Sesuai dengan program studi tersebut maka tugas akhirnya untuk meraih gelar Magister Seni tentu menciptakan karya seni yang menjadi minatnya. Akhirnya terciptalah sebuah pementasan seni teater dengan judul “Potatah-Putitih Potang. Sebuah Repertoar Teater, Transformasi Onduo ke Bentuk Teater Kontemporer”. Pementasan ini sudah lama dilakukan tepatnya Rabu, 10 Agustus 2022, pukul 20.00 WIB di Lingkungan Tanjung Harapan (Kampong Turondom), Kelurahan Pasir Pengaraian.

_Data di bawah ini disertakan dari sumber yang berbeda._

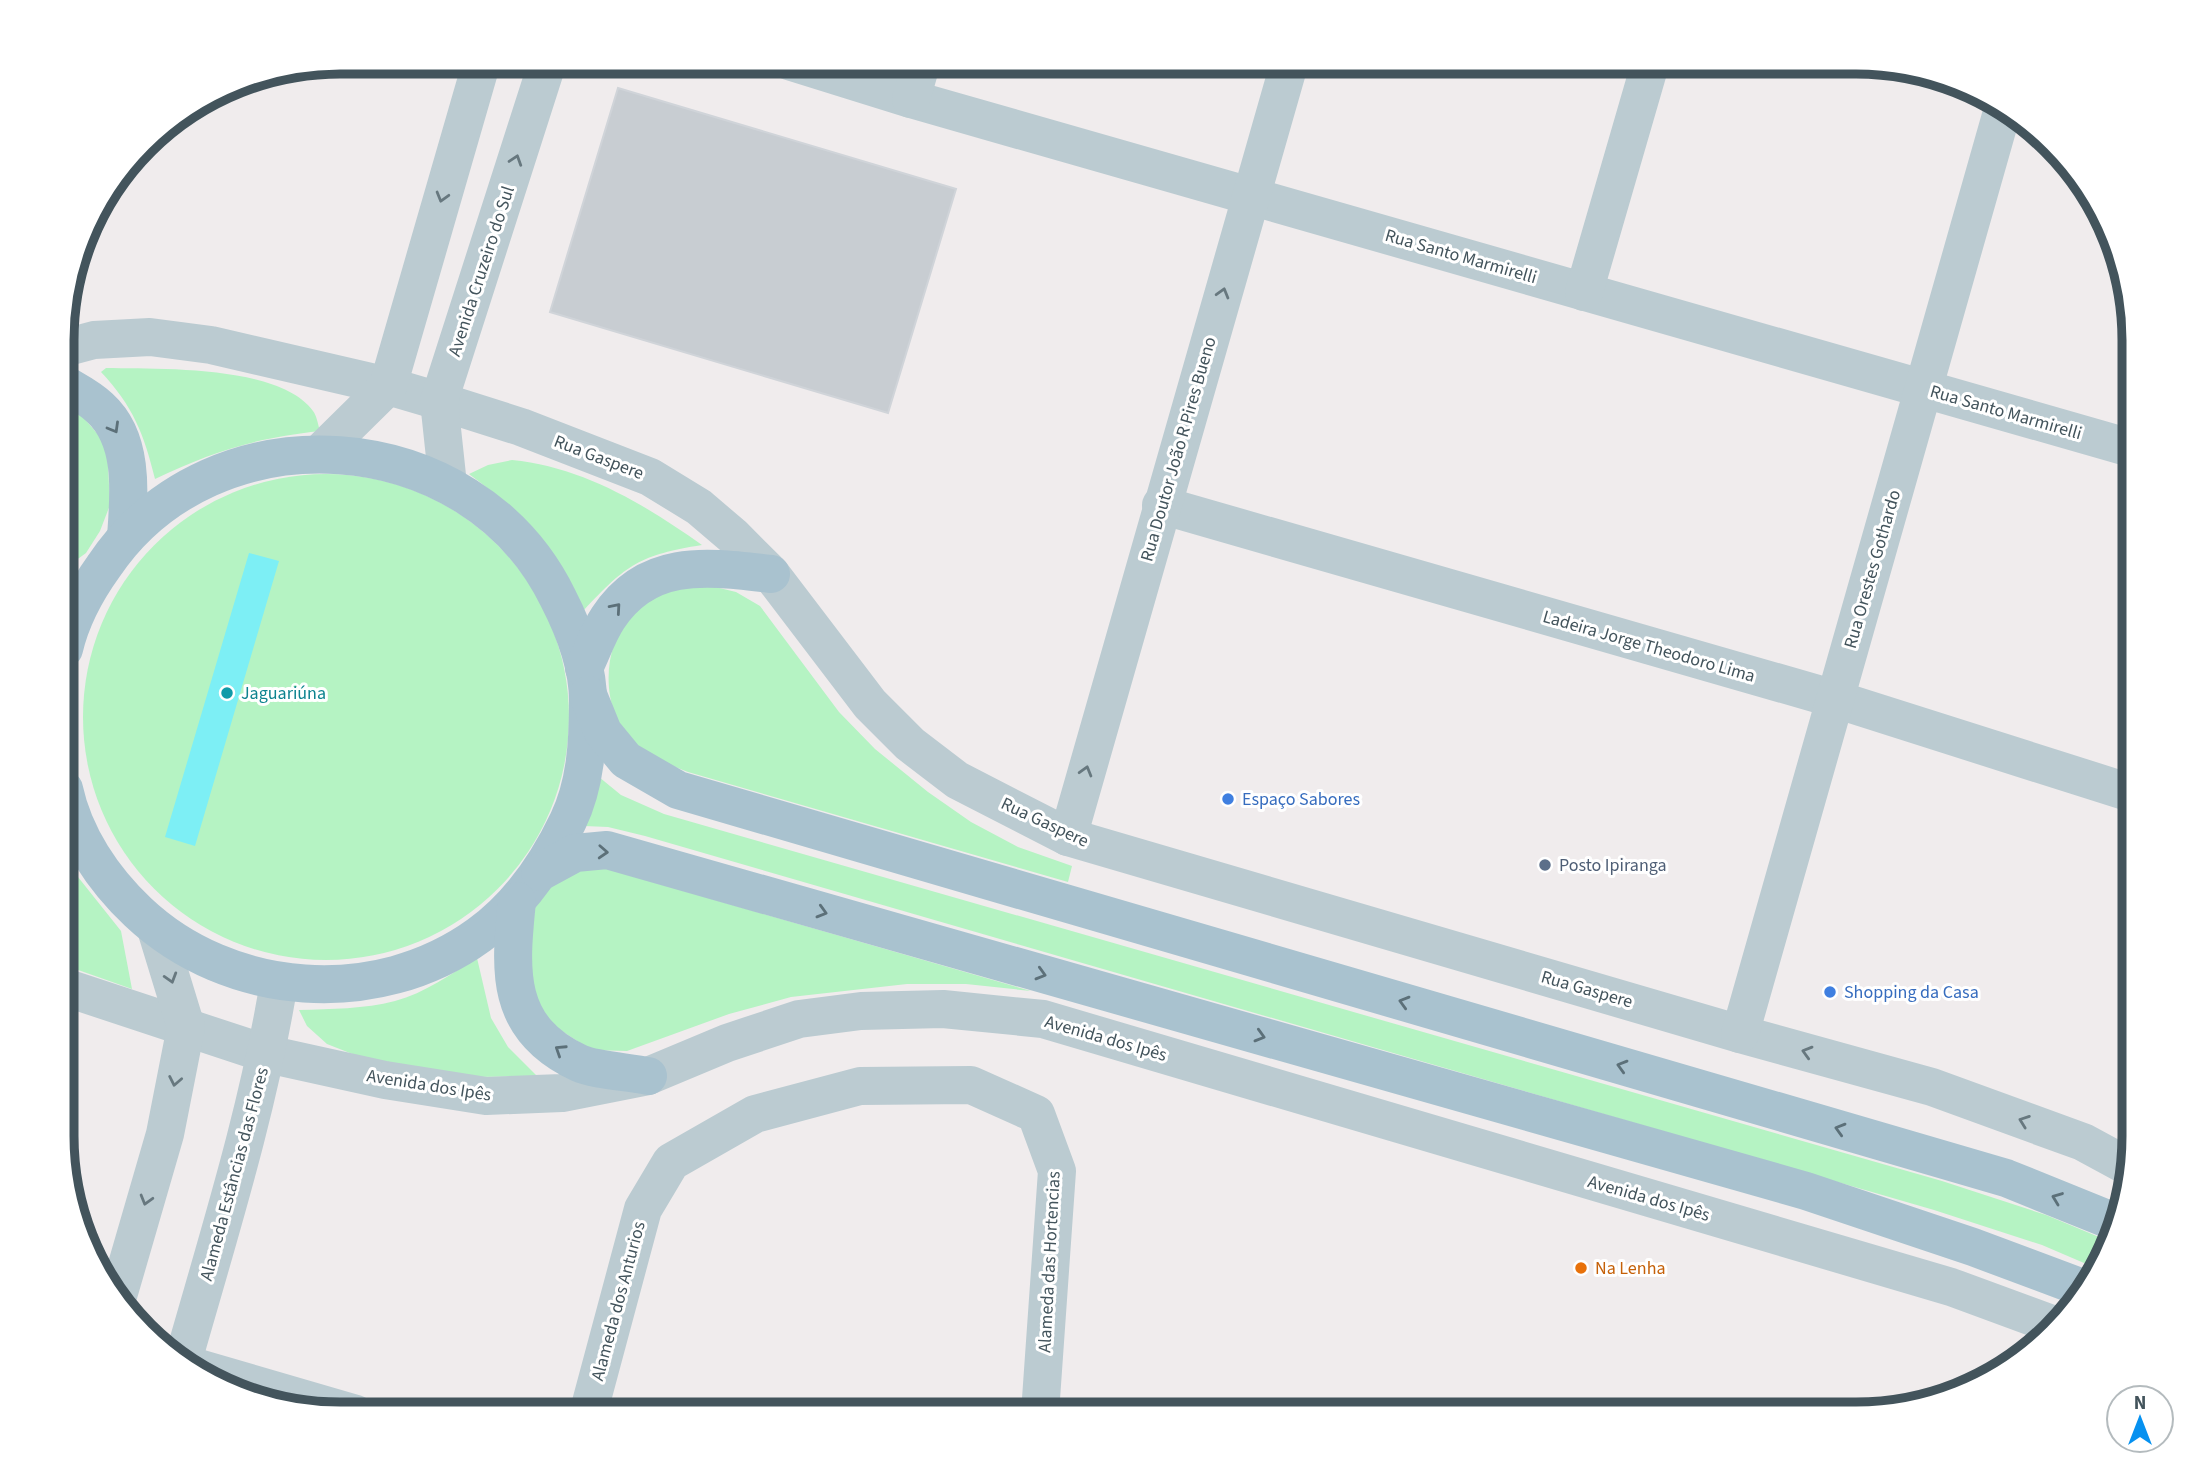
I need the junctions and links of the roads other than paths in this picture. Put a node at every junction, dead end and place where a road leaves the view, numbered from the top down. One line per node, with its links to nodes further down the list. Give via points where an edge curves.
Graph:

Ketika saya minta sedikit pernyataan tentang karyanya ini, Fadhli menjelaskan “Karya Potatah-Putitih Potang merupakan syarat untuk menyelesaikan studi pengkarya yang berkuliah di Pascasarjana ISI Padangpanjang dengan Program Studi Penciptaan dan Pengkajian Seni. Fadhli selaku pengkarya menempuh Program Studi Penciptaan Seni dengan minat Penciptaan Teater. Minat yang diambil merupakan kelanjutan dari minat yang sudah ditempuh pada strata-1. Pada strata-1 pengkarya mengambil jurusan teater dengan minat pemeranan/keaktoran.” Untuk diketahui bahwa Fadhli menempuh pendidikan Strata-1 di Institut Seni Indonesia (ISI) Surakarta.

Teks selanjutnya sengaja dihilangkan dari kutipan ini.